La scelta del giorno è simbolica, ma il messaggio lanciato è forte e d’impatto come il mezzo di trasmissione lasciava suggerire. Il 25 Marzo, giorno di partenza della fiaccola olimpica in direzione Tokyo, il dittatore coreano Kim Jong-un ha dato ordine di lanciare due missili balistici nel mar Baltico.
La Corea del Nord parla di un “lancio di prova”. Un lancio di prova dagli esiti positivi, in quanto ad essere testato è un nuovo tipo di missile che andrà arricchire il già grande e pericoloso potenziale bellico coreano.
Meno soddisfatti sia dell’esito sia della stessa effettuazione dei test sono gli altri attori internazionali coinvolti in questa pericolosa e incerta crisi diplomatica mondiale.
Il Giappone, mediante il suo primo ministro Yoshihide Suga, si dice preoccupato per la tenuta della pace, fortemente minacciata dalle esercitazioni nucleari di Pyongyang.
Il ministro degli esteri russo, Segej Lavrov, che si trovava in visita diplomatica a Seoul, avanza un invito alla diplomazia con la Cina a nome della Russia e della Corea del Sud.

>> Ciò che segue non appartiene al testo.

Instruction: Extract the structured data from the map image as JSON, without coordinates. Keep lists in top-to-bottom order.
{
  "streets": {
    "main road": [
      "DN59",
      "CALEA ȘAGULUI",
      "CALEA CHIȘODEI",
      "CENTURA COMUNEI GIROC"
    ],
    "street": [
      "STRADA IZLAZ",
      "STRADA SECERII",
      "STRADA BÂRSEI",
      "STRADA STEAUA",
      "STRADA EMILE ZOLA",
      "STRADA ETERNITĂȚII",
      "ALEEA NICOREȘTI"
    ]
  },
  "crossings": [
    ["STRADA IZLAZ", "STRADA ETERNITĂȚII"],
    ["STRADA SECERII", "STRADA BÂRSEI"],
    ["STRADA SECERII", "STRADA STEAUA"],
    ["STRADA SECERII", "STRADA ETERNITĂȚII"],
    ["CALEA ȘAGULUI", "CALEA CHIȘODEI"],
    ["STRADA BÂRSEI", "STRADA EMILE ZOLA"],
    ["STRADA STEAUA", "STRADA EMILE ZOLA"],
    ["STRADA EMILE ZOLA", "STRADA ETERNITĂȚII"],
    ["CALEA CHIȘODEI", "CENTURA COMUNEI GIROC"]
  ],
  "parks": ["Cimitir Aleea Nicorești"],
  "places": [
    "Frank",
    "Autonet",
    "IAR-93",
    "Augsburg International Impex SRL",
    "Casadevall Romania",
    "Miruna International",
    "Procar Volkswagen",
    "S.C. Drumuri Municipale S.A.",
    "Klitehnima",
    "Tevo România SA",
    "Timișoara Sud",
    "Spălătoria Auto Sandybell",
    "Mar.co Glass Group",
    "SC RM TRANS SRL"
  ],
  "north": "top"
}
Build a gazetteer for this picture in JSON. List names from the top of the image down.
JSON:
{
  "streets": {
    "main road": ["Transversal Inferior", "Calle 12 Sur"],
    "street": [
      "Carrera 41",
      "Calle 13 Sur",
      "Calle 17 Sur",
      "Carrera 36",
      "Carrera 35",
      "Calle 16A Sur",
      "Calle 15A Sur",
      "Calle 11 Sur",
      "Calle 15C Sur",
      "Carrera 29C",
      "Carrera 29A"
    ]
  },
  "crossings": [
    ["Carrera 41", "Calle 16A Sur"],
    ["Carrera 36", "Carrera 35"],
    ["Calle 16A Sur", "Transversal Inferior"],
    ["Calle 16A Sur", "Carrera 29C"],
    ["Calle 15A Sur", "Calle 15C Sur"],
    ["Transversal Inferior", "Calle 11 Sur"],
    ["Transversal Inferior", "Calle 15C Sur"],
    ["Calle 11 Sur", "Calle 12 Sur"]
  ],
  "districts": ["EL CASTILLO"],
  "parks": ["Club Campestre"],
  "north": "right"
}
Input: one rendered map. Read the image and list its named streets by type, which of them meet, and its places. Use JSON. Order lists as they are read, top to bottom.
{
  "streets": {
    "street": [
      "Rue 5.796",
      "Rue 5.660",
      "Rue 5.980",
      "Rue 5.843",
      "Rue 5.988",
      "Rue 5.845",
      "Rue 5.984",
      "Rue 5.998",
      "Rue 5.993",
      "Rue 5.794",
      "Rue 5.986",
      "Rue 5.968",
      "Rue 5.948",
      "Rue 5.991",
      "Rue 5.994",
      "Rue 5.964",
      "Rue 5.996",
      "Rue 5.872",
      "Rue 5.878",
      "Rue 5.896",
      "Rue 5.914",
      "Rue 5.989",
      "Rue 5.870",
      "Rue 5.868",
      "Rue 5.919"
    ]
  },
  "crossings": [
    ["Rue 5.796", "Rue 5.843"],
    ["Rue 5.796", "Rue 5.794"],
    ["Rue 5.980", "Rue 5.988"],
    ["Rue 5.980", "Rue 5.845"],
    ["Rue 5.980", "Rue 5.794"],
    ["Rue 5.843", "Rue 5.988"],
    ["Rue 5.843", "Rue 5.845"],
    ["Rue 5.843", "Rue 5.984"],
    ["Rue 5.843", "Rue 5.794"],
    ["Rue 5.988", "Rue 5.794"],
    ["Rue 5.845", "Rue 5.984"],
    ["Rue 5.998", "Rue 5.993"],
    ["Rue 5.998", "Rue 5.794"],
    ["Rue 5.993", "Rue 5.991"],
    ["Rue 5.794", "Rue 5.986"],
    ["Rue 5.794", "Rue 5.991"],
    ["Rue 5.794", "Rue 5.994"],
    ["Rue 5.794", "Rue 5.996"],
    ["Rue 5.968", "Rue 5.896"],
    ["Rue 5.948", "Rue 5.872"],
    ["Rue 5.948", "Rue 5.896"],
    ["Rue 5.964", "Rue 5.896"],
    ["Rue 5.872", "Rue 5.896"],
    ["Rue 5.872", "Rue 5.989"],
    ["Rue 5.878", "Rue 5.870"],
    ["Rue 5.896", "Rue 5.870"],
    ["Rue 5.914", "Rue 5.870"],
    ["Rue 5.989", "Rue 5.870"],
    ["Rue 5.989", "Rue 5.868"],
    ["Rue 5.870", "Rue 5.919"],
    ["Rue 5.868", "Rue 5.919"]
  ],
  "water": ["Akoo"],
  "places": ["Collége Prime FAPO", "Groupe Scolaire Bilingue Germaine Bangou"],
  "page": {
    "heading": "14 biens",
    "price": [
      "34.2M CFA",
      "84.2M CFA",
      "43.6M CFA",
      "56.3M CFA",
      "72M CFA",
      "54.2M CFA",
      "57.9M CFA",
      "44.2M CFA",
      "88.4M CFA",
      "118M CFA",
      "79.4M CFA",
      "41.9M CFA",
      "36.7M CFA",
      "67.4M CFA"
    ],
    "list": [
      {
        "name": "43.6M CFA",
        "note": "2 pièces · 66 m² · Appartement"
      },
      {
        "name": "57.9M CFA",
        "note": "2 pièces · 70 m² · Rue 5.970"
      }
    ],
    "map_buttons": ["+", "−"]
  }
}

Maggiore rilievo per le possibili conseguenze hanno senza dubbio le parole pronunciate da Biden. Il lancio dei missili di giovedì è stata la prima esercitazione nucleare nordcoreana dall’insediamento del nuovo presidente degli USA e dalla risposta dell’amministrazione è chiaro che il rapporto pacifico, sebbene ambiguo, che Trump aveva personalmente instaurato con il leader coreano, è destinato a essere messo in discussione.
“Ci stiamo consultando con alleati e partner: ci sarà una risposta se Pyongyang sceglierà un’escalation. Ma sono pronto anche a qualche forma di diplomazia, a condizione di una denuclearizzazione”: ha dichiarato Biden, rendendo così nota la sua volontà di consultazioni con i suoi alleati per una risposta efficace alle provocazioni della Corea del Nord. Una risposta che non esclude né un intervento armato né la strada della diplomazia – strada maestra auspicata da tutti – a patto dell’impegno di Pyongyang alla denuclearizzazione.